Gute Nachrichten gab es für die Beschäftigten bei Accuride in Solingen. Große Nachfrage nach Rädern bestätigt der dortige Geschäftsführer in einem Bericht des Solinger Tagblatt Mitte August. Von diesem Wachstum profitieren die Beschäftigten von Accuride Ebersbach, früher Südrad, leider nicht mehr.
In 2019 begründete die Geschäftsführung die Schließung des Standortes Ebersbach mit „derzeitigen und zukünftigen“ nicht vorhandenen Kundenbedarfen. Weit gefehlt. So kann sich Solingen nicht erklären, woher die Nachfrage kommt. Wie eindeutig jedoch die unternehmerische Entscheidung zur Vernichtung von Arbeitsplätzen war, haben ca. 300 Beschäftigte zu spüren bekommen. Und damit noch nicht genug.
In aufwendigen Verhandlungen im Juli 2019 ist es der IG Metall und dem Betriebsrat gelungen, einen sehr guten Sozialplan abzuschließen. Der Schwerpunkt bildetet neben den reinen Abfindungen eine Transfergesellschaft, die den Mitarbeitern die Möglichkeit bietet, sich mit professioneller Hilfe auf den Arbeitsmarkt vorzubereiten und gut vermittelt zu werden.

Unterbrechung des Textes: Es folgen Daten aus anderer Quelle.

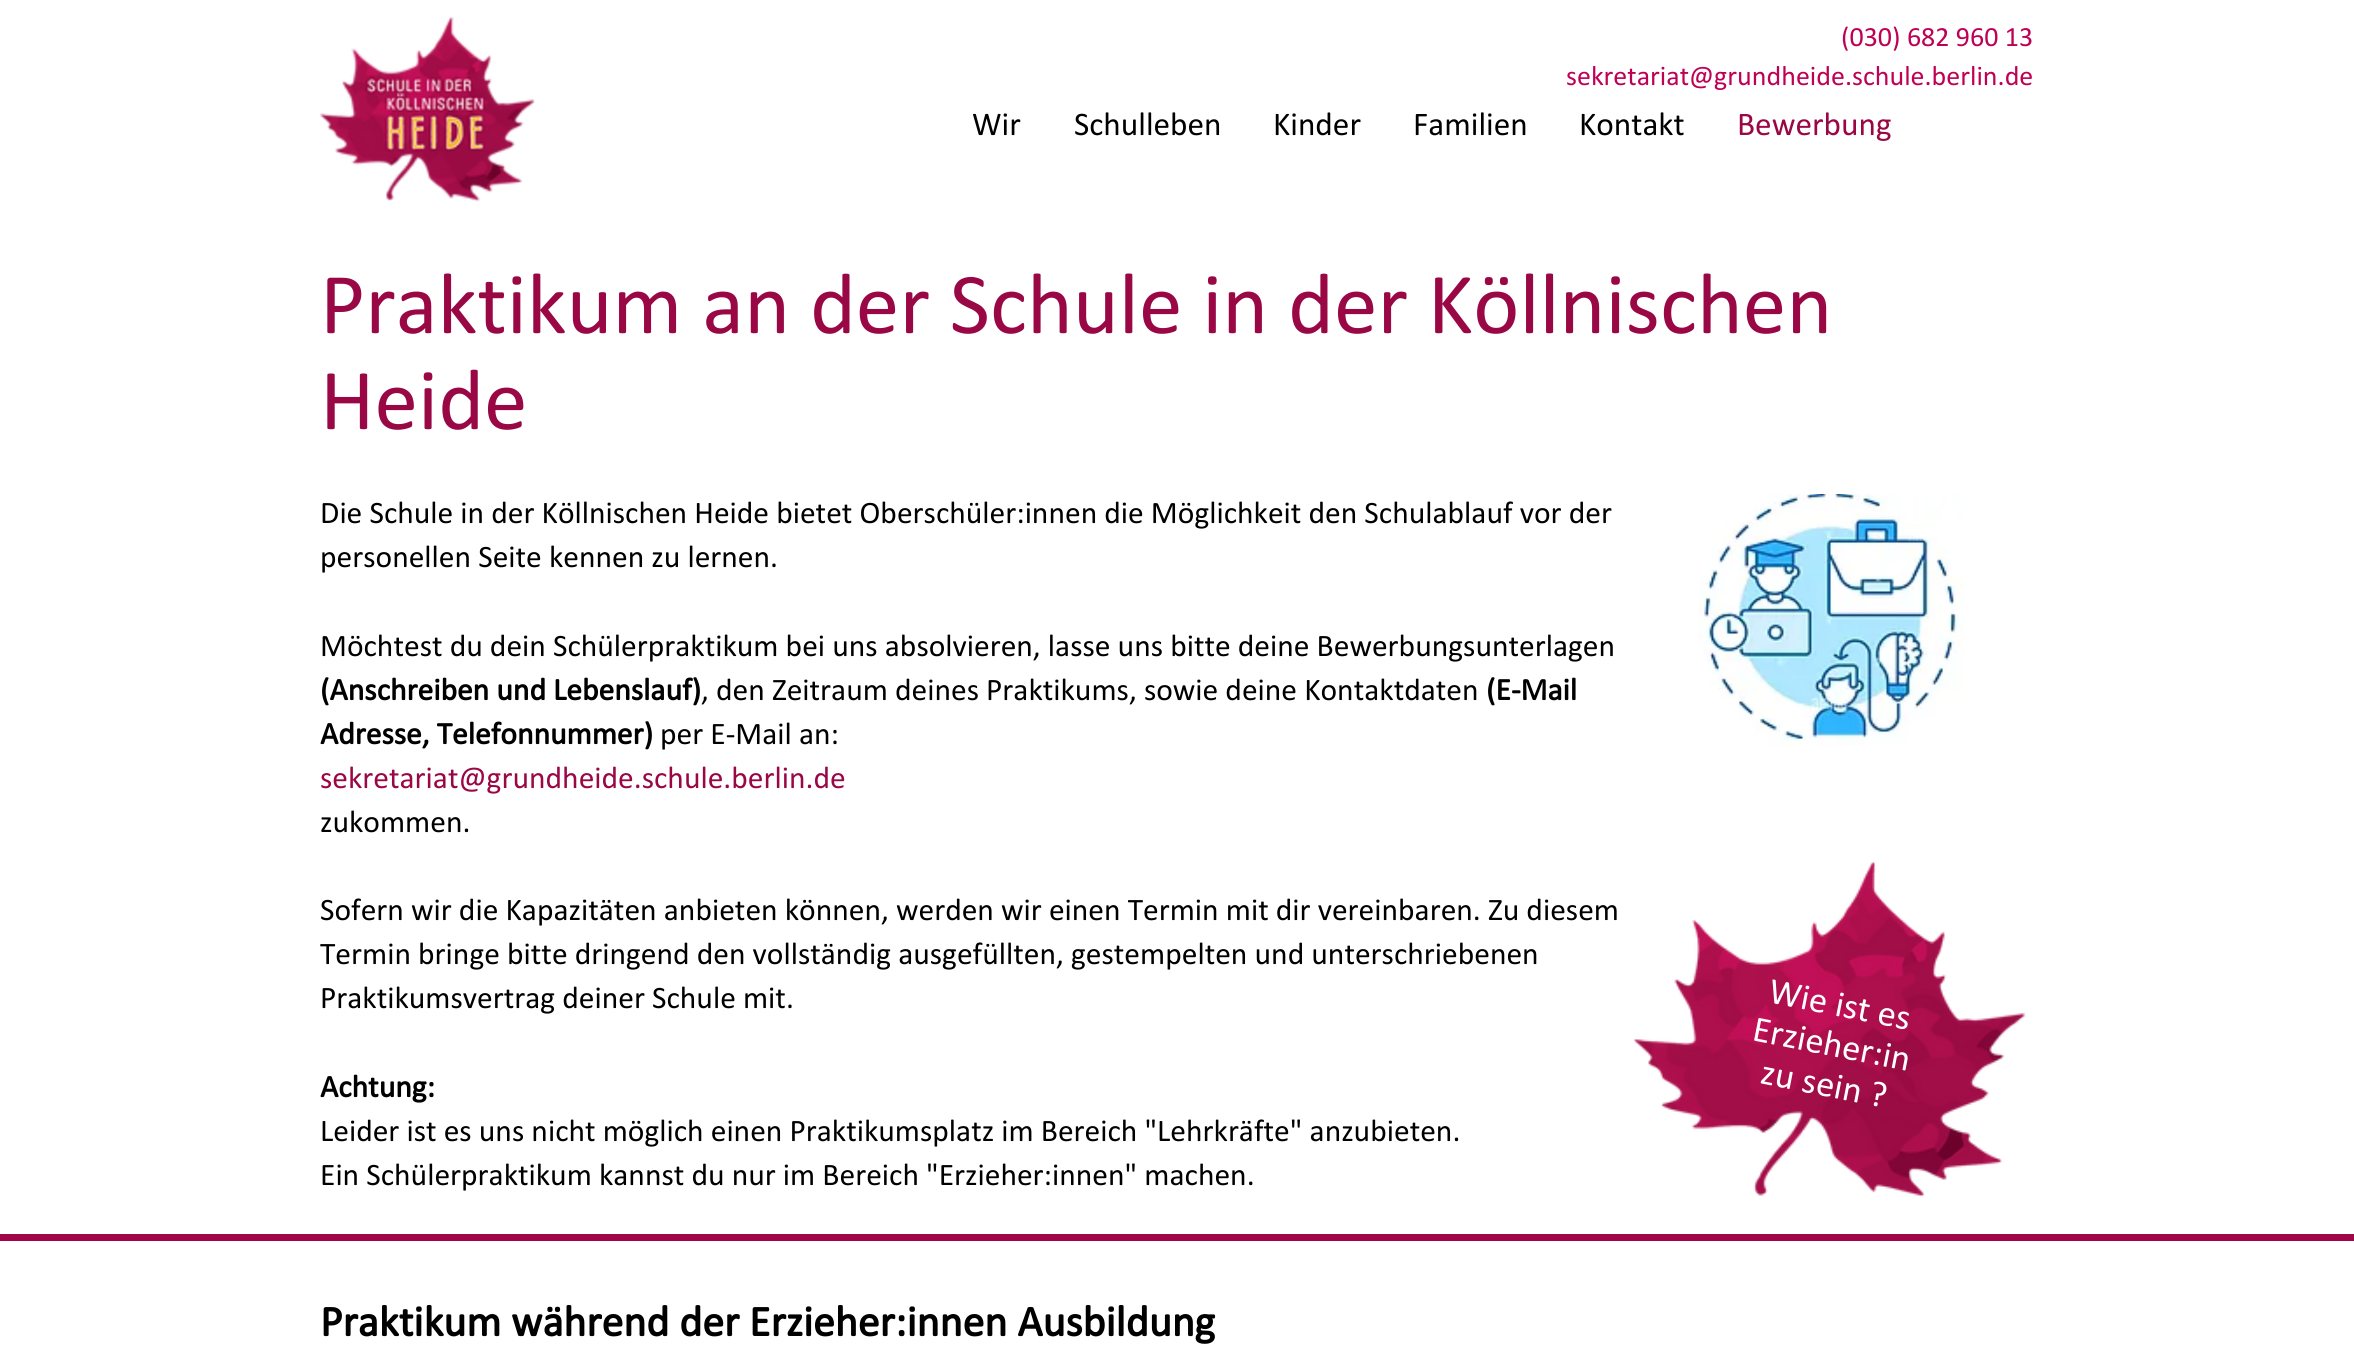 import math
import cairocffi as cairo

surface = cairo.ImageSurface(cairo.FORMAT_RGB24, 2354, 1346)
ctx = cairo.Context(surface)
options = cairo.FontOptions()
options.set_hint_metrics(cairo.HINT_METRICS_OFF)
options.set_hint_style(cairo.HINT_STYLE_NONE)
ctx.set_font_options(options)
ctx.set_miter_limit(4)


def rgb(r, g, b):
    ctx.set_source_rgb(r / 255, g / 255, b / 255)


def face(family, size, italic, bold):
    ctx.select_font_face(family, cairo.FONT_SLANT_ITALIC if italic else cairo.FONT_SLANT_NORMAL, cairo.FONT_WEIGHT_BOLD if bold else cairo.FONT_WEIGHT_NORMAL)
    ctx.set_font_size(size)


def label(x, y, s):
    ctx.move_to(x, y)
    ctx.show_text(s)


def rect(x, y, w, h):
    ctx.rectangle(x, y, w, h)
    ctx.fill()


def image(path, x, y, w, h):
    ctx.save()
    ctx.set_source_surface(cairo.ImageSurface.create_from_png(path), x, y)
    ctx.rectangle(x, y, w, h)
    ctx.fill()
    ctx.restore()


rgb(255, 255, 255)
ctx.paint()
image('image0.png', 320, 16, 215, 186)
face('Calibri', 28, 0, 0)
rgb(191, 1, 85)
label(1841, 46, '(030) 682 960 13')
label(1566, 85, 'sekretariat@grundheide.schule.berlin.de')
face('Calibri', 33.25, 0, 0)
rgb(0, 0, 0)
label(972, 135, 'Wir')
label(1074, 135, 'Schulleben')
label(1273, 135, 'Kinder')
label(1413, 135, 'Familien')
label(1579, 135, 'Kontakt')
rgb(154, 7, 69)
label(1737, 135, 'Bewerbung')
face('Calibri', 87.5, 0, 0)
label(320, 333, 'Praktikum an der Schule in der Köllnischen')
label(320, 429, 'Heide')
face('Calibri', 31.5, 0, 0)
rgb(0, 0, 0)
label(320, 523, 'Die Schule in der Köllnischen Heide bietet Oberschüler:innen die Möglichkeit den Schulablauf vor der')
label(320, 567, 'personellen Seite kennen zu lernen.')
label(320, 656, 'Möchtest du dein Schülerpraktikum bei uns absolvieren, lasse uns bitte deine Bewerbungsunterlagen')
face('Calibri', 31.5, 0, 1)
label(320, 700, '(Anschreiben und Lebenslauf)')
face('Calibri', 31.5, 0, 0)
label(701, 700, ', den Zeitraum deines Praktikums, sowie deine Kontaktdaten')
face('Calibri', 31.5, 0, 1)
label(1486, 700, '(E-Mail')
label(320, 744, 'Adresse, Telefonnummer)')
face('Calibri', 31.5, 0, 0)
label(660, 744, 'per E-Mail an:')
rgb(154, 7, 69)
label(320, 788, 'sekretariat@grundheide.schule.berlin.de')
rgb(0, 0, 0)
label(320, 832, 'zukommen.')
label(320, 920, 'Sofern wir die Kapazitäten anbieten können, werden wir einen Termin mit dir vereinbaren. Zu diesem')
label(320, 964, 'Termin bringe bitte dringend den vollständig ausgefüllten, gestempelten und unterschriebenen')
label(320, 1008, 'Praktikumsvertrag deiner Schule mit.')
face('Calibri', 31.5, 0, 1)
label(320, 1097, 'Achtung:')
face('Calibri', 31.5, 0, 0)
label(320, 1141, 'Leider ist es uns nicht möglich einen Praktikumsplatz im Bereich "Lehrkräfte" anzubieten.')
label(320, 1185, 'Ein Schülerpraktikum kannst du nur im Bereich "Erzieher:innen" machen.')
image('image1.png', 1698, 494, 266, 252)
image('image2.png', 1634, 861, 392, 336)
face('Calibri', 36.75, 0, 0)
rgb(255, 255, 255)
ctx.save()
ctx.translate(1767, 1002)
ctx.rotate(11.2 * math.pi / 180)
label(0, 0, 'Wie ist es')
ctx.restore()
ctx.save()
ctx.translate(1751, 1040)
ctx.rotate(11.2 * math.pi / 180)
label(0, 0, 'Erzieher:in')
ctx.restore()
ctx.save()
ctx.translate(1759, 1083)
ctx.rotate(11.2 * math.pi / 180)
label(0, 0, 'zu sein ?')
ctx.restore()
rgb(161, 6, 72)
rect(0, 1234, 2354, 7)
face('Calibri', 43.75, 0, 1)
rgb(0, 0, 0)
label(320, 1336, 'Praktikum während der Erzieher:innen Ausbildung')
surface.write_to_png('render.png')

In Anbetracht der fast 100 Beschäftigten die über 55 Jahre alt waren und lange Jahre der Betriebszugehörigkeit vorweisen, eine Herausforderung.
Der Hammer kam dann im Mai 2020.
Begründet mit der wirtschaftlich schwierigen Situation des Konzerns verlangte die Geschäftsführung vom Betriebsrat Verhandlungen darüber, wie die Abfindungszahlen verschoben werden könnten. Liquiditätssicherung auf Kosten der Anspruchsberechtigten. Der Betriebsrat hat sich Gesetzeskonform verhalten und geprüft, ob die Geschäftsgrundlage entfallen ist und sich nicht auf Verhandlungen eingelassen. In Folge kam es zu einer Einigungsstelle, die der Frage nachging, ob die Ausgangslage bei Abschluss des Sozialplans eine andere war, wie zur Fälligkeit der ersten Abfindungen im Juni 2020. Für alle diejenigen, denen eine Abfindung laut Sozialplan zugestanden hat, ist die Welt zusammengebrochen. Die meisten ehemaligen Südradler sind auf diese Abfindungen dringend angewiesen. Nur erhalten haben sie diese nicht. Auch Protestaktionen mit der IG Metall vorm Werk brachten die amerikanische Führung nicht zur Einsicht. „Für uns ist das eine große Sauerei was hier passiert ist,“ ärgert sich Betriebsratsvorsitzender Jens Zemihn heute noch. „Wie hier mit gültigen Verträgen umgegangen wird, ist absolut nicht wertschätzend.“
Selbst die so hart erkämpfte Patronatserklärung war keine Verpflichtung für den Konzern, die zugesagten Abfindungen vereinbarungsgemäß zu bezahlen. Den Beschäftigten bleibt nun aufgrund der euphorischen Presseberichterstattung aus Solingen die Hoffnung, die in der Einigungsstelle gefundene Regelung, monatlich einen fixen Betrag bis November und die restliche Abfindung komplett im Dezember 2021 zu erhalten. „Sollte auch diese Vereinbarung nicht halten, hält uns nichts mehr,“ so die IG Metall Betriebsbetreuerin Renate Gmoser. Wohlwissend, dass der rechtliche Weg ein langer ist.